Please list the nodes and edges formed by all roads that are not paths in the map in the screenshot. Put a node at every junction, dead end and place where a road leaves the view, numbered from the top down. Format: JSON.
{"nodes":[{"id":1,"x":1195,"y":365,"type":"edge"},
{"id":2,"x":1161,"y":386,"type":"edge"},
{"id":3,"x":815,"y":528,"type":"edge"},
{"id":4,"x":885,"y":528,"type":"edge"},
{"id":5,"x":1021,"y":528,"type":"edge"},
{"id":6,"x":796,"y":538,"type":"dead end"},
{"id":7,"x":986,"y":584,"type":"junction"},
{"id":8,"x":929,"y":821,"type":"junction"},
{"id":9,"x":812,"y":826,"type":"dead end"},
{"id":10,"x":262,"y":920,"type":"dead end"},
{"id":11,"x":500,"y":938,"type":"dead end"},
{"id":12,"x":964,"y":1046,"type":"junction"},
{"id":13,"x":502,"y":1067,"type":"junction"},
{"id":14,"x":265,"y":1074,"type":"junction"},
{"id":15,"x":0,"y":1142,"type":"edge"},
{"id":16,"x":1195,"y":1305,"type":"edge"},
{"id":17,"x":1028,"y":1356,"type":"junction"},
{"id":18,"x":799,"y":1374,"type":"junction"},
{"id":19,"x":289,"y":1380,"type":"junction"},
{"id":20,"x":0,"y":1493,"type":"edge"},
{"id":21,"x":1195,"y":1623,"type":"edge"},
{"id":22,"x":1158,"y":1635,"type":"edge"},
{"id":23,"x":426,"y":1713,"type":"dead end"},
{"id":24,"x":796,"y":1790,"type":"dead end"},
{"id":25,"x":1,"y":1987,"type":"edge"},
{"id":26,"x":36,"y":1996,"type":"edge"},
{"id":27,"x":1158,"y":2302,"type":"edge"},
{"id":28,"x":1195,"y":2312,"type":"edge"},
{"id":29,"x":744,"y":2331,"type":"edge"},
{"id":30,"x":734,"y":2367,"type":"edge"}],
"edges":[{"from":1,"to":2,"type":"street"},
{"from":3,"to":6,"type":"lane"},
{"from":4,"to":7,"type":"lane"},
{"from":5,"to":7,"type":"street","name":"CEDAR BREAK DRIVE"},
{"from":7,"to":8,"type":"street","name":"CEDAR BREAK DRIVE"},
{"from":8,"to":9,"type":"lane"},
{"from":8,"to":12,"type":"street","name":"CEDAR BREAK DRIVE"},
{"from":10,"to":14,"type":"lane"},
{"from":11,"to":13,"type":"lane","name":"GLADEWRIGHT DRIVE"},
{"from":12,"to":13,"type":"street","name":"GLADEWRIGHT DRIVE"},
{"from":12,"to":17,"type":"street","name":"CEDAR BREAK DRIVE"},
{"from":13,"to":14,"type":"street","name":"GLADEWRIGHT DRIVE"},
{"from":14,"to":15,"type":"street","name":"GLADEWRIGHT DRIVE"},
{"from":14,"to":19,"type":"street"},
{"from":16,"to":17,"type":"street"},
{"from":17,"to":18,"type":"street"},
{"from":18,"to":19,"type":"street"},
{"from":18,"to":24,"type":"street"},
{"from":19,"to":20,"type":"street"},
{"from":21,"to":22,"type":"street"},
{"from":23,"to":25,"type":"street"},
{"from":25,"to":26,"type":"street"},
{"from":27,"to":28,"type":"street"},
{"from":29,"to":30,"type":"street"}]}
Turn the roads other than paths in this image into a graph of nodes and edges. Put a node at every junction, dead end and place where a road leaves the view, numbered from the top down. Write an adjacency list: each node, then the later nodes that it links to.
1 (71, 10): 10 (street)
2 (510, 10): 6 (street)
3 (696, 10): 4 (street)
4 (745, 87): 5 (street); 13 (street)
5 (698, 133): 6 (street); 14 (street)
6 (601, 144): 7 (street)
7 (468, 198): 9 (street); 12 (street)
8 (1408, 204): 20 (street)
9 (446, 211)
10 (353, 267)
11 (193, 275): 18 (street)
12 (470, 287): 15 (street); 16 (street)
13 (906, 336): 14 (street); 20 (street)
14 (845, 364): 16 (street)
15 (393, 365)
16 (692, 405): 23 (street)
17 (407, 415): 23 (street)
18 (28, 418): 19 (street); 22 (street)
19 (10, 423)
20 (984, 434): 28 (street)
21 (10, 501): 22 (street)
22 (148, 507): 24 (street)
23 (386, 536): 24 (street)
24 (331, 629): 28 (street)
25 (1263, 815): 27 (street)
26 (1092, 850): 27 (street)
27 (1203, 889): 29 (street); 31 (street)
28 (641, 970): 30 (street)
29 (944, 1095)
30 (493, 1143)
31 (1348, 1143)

============

Problem requirements: From the data above, copy each line that holds "roads".

Final answer:
Please list the nodes and edges formed by all roads that are not paths in the map in the screenshot. Put a node at every junction, dead end and place where a road leaves the view, numbered from the top down. Format: JSON.
Turn the roads other than paths in this image into a graph of nodes and edges. Put a node at every junction, dead end and place where a road leaves the view, numbered from the top down. Write an adjacency list: each node, then the later nodes that it links to.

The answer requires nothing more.